Assuring the Telco Cloud

As CSPs undergo digital transformation – which means running their business out of a cloud, selling digital services and operating like web-scale internet companies – assuring the Telco Cloud business will take high priority. With networks virtualizing, services digitalizing and IoT looming large, the business risks are much higher than envisaged. Assurance of the Telco Cloud network and services will be key in assuring the new Telco Cloud business.

The Telco Cloud is defined as a virtualized telecom infrastructure to run digital services and agile operations. Accuracy, speed and error-free operations of the Telco Cloud are critical to the success of a digital business.
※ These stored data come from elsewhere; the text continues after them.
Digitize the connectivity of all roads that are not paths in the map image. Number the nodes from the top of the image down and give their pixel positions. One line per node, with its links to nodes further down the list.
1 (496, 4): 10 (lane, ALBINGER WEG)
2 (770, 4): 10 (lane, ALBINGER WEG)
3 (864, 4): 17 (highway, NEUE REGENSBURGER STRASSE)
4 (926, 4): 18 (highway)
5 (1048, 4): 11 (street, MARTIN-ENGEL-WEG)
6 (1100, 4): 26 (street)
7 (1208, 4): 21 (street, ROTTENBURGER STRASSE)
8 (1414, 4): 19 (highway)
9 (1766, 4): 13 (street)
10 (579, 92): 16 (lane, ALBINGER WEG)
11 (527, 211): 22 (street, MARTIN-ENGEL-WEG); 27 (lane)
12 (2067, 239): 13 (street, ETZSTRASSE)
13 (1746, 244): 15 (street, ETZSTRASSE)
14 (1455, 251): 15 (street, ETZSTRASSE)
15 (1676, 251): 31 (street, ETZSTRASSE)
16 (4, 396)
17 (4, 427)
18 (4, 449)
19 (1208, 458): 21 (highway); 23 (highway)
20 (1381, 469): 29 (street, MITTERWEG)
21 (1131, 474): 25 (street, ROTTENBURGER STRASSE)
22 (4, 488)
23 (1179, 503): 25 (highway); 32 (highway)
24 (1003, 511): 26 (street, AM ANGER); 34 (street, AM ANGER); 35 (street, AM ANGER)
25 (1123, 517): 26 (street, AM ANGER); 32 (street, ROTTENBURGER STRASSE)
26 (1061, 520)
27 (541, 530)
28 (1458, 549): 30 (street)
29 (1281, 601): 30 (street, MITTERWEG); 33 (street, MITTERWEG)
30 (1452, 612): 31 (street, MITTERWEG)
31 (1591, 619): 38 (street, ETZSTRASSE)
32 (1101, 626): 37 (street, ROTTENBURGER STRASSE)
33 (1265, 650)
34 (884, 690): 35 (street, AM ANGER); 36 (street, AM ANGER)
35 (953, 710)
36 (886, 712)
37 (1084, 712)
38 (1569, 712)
Clever solutions, which derive and offer customer intelligence in addition to service assurance, will play a critical role in the success of the Telco Cloud business.

Certain OSS concepts will need revisiting to make them relevant to the Telco Cloud unknowns. These are Service Quality Management, creating a faultless Telco Cloud and enabling the digital service provider to be ‘an intelligent platform’.

Service Quality Management for the Telco Cloud

Service Quality Management (SQM) is not a new concept; however, it will be an important one in the coming years. Current SQM focuses on proactive monitoring of customer-facing services, which have not always required reliable, secure, fast and always-available networks. However, with the anticipated increasing rollout of Telco Cloud services in 2017, the current functionality of an SQM system will be stretched to cover the higher speed and scale of a digital services environment.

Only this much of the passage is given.